There is also concern that removing the exclusive civilian focus would restrict the participation of 70 German universities – which have civilian clauses – and of researchers from non-EU countries like the UK and Switzerland.

EARTO says that while option 2 would have the positive effect of attracting more industry stakeholders into research projects, this should only be considered if it comes with an increased budget for FP10, and if all parts of the programme remain accessible to organisations with a civil clause.

“Restricting participation to parts of FP10 due to dual-use considerations risks the break-up of well-established international research networks to the eventual detriment of all involved,” LERU says. It suggests establishing a list of safe countries, and listing specific organisations for which advanced approval is required.

This has also caused concern among human rights organisations, with the Irish Council for Civil Liberties warning that options 2 and 3 go against the principles of open science and international cooperation. “Option 2 will normalise military research at academic institutions and will dissuade civil society organisations from engaging in joint research projects,” it says.

If this option is selected, LERU wants calls which could include military applications to be clearly flagged so universities can choose whether to participate, as well as an ethical assessment of the risk of military misuse, and for researchers to retain the option to prevent military applications of their research.

CESAER takes a firmer stance against removing civilian and defence distinctions in FP10. Funding military research in FP10 would require new conditions for grants, which could “hinder the free movement of researchers, the dissemination of scientific knowledge, and the transfer of technology,” it says.

“Experience shows that these activities need a distinct approach and processes compared to regular civilian operations,” said secretary general Mattias Björnmalm.

Option 3

There is no appetite among the lobby groups for a new instrument dedicated to dual-use technologies, because this would create unnecessary complexity, with new rules for participation.

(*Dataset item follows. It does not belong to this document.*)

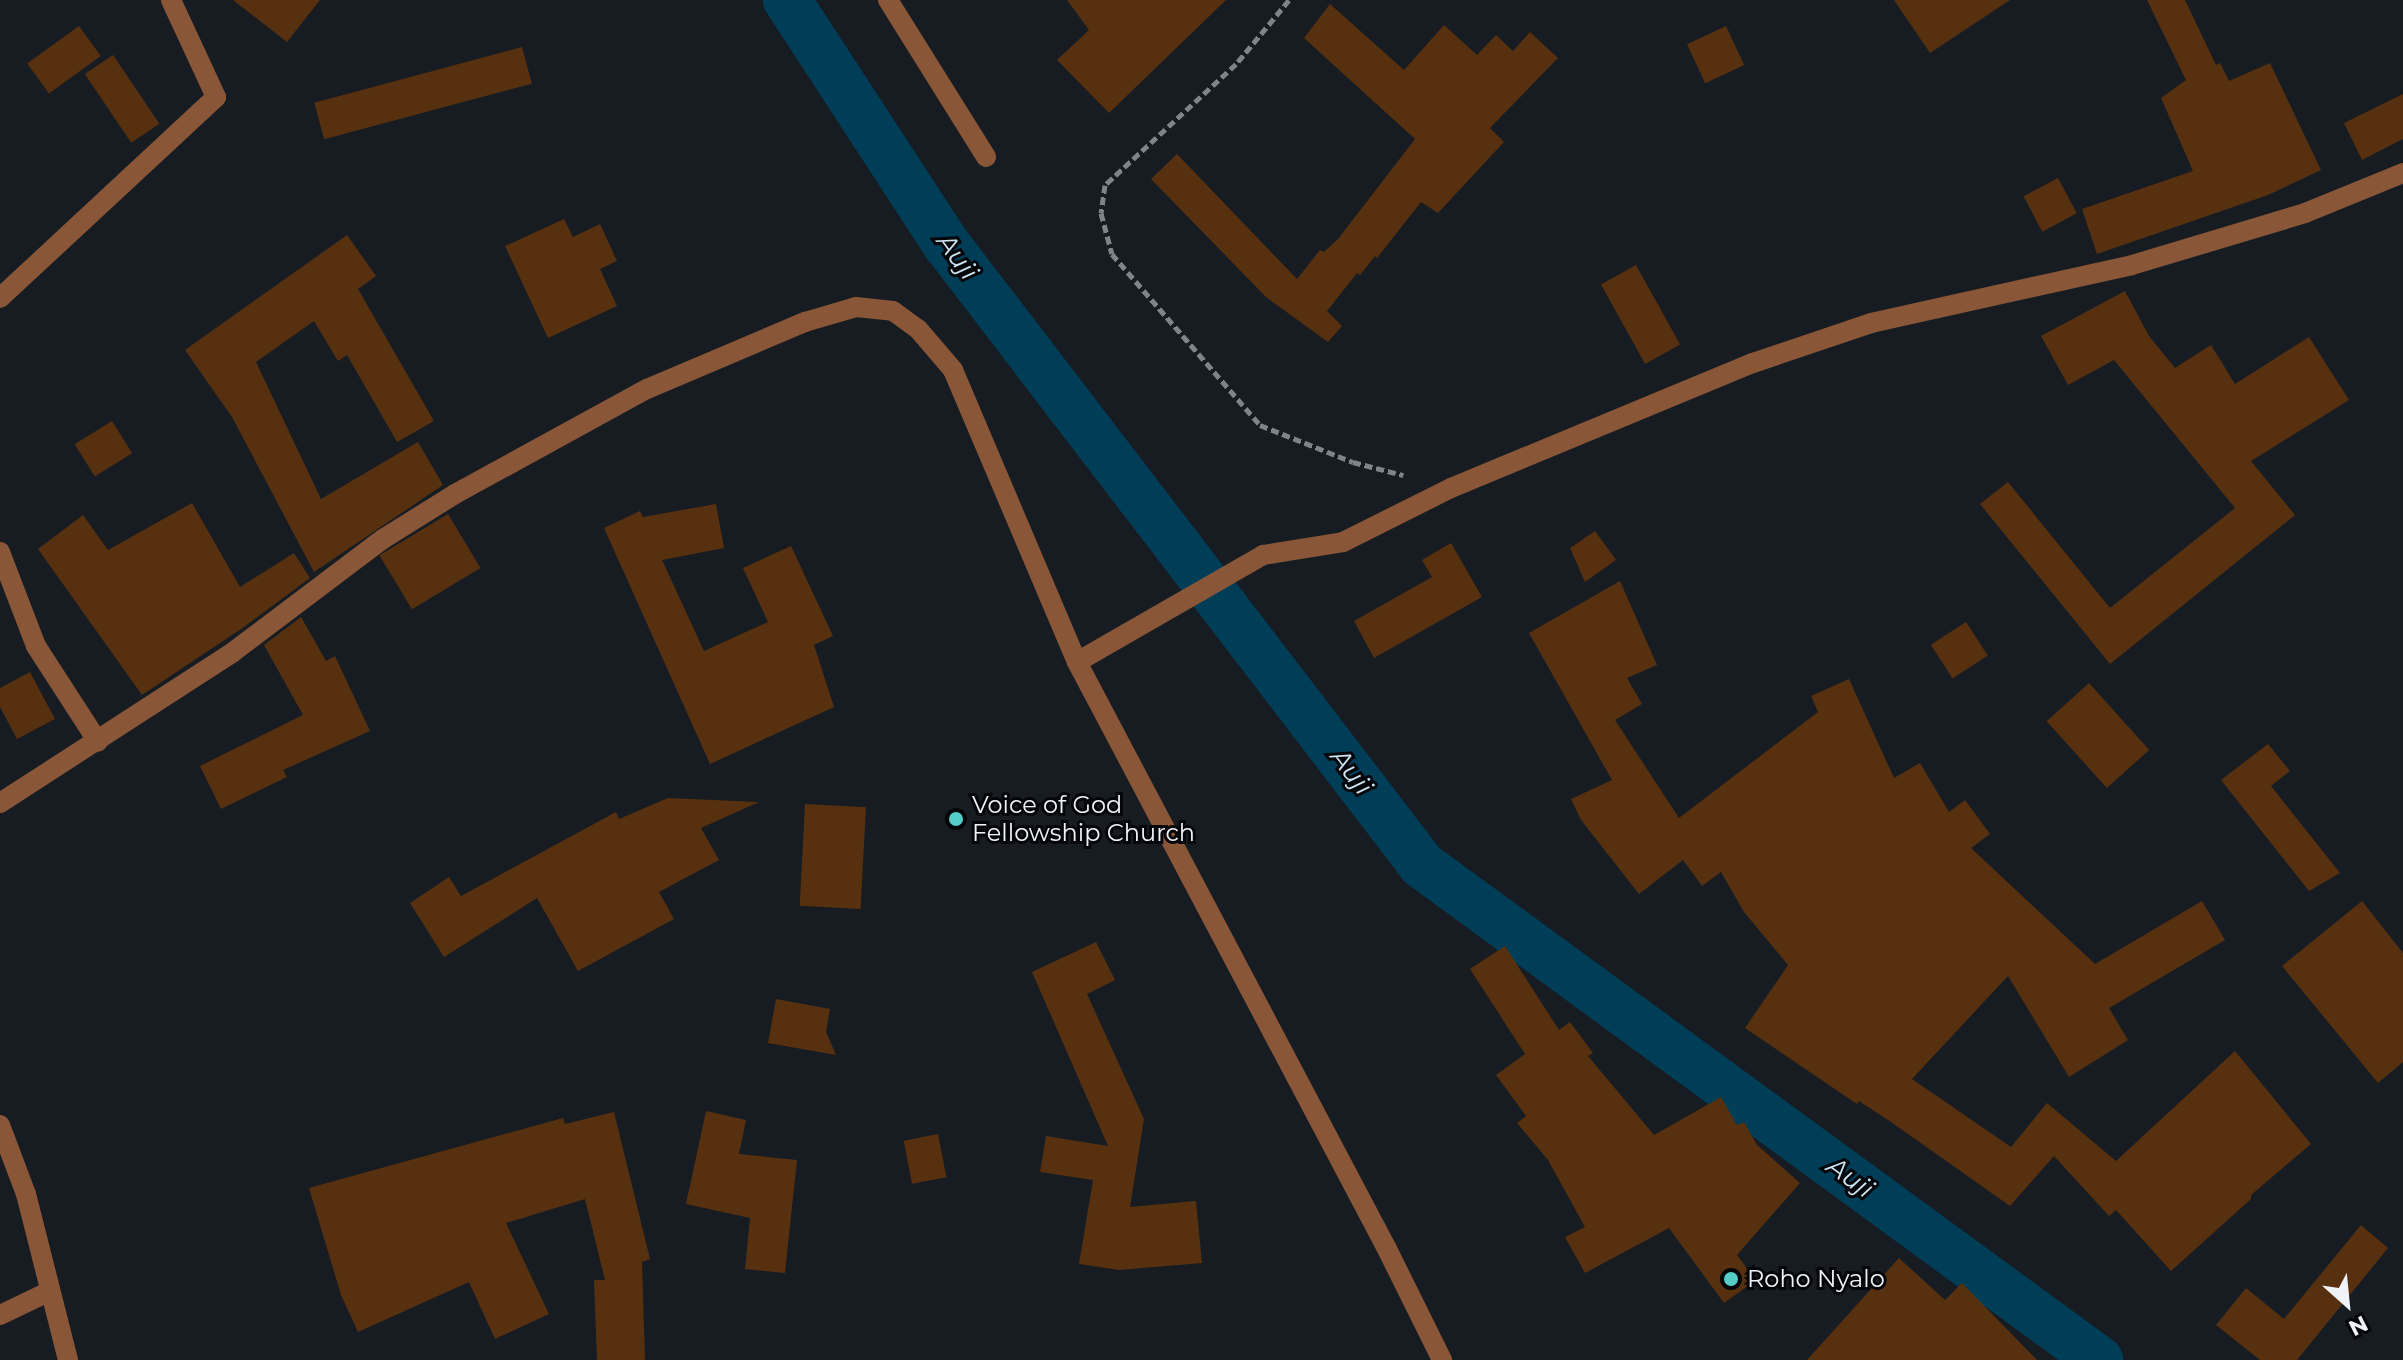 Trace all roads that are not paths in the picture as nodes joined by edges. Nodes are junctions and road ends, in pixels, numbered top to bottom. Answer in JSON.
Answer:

It can also be difficult to define whether a project has dual-use potential from the outset, so it would make little sense to segregate those projects in a new programme.

ALLEA warns that applicants could “game the system” by fabricating dual-use applications in order to submit similar proposals to FP10 and to the dual-use programme, putting further strain on evaluators.

The groups are largely in agreement that a clearer definition of ‘dual-use’ is needed in order to understand the consequences of each option.

As the war in Ukraine continues, Commission president Ursula von der Leyen has been clear about the need to invest in innovation to ensure Europe has the technological edge in future conflicts. EU governments, including in France and Germany, have suggested they would support more dual-use research at a European level.

“If Europe wants to be more secure and resilient, more investment in dual-use technologies is needed, as the separation between purely civil and military technologies is hardly possible,” EARTO said. But how that should be done is still very much up in the air.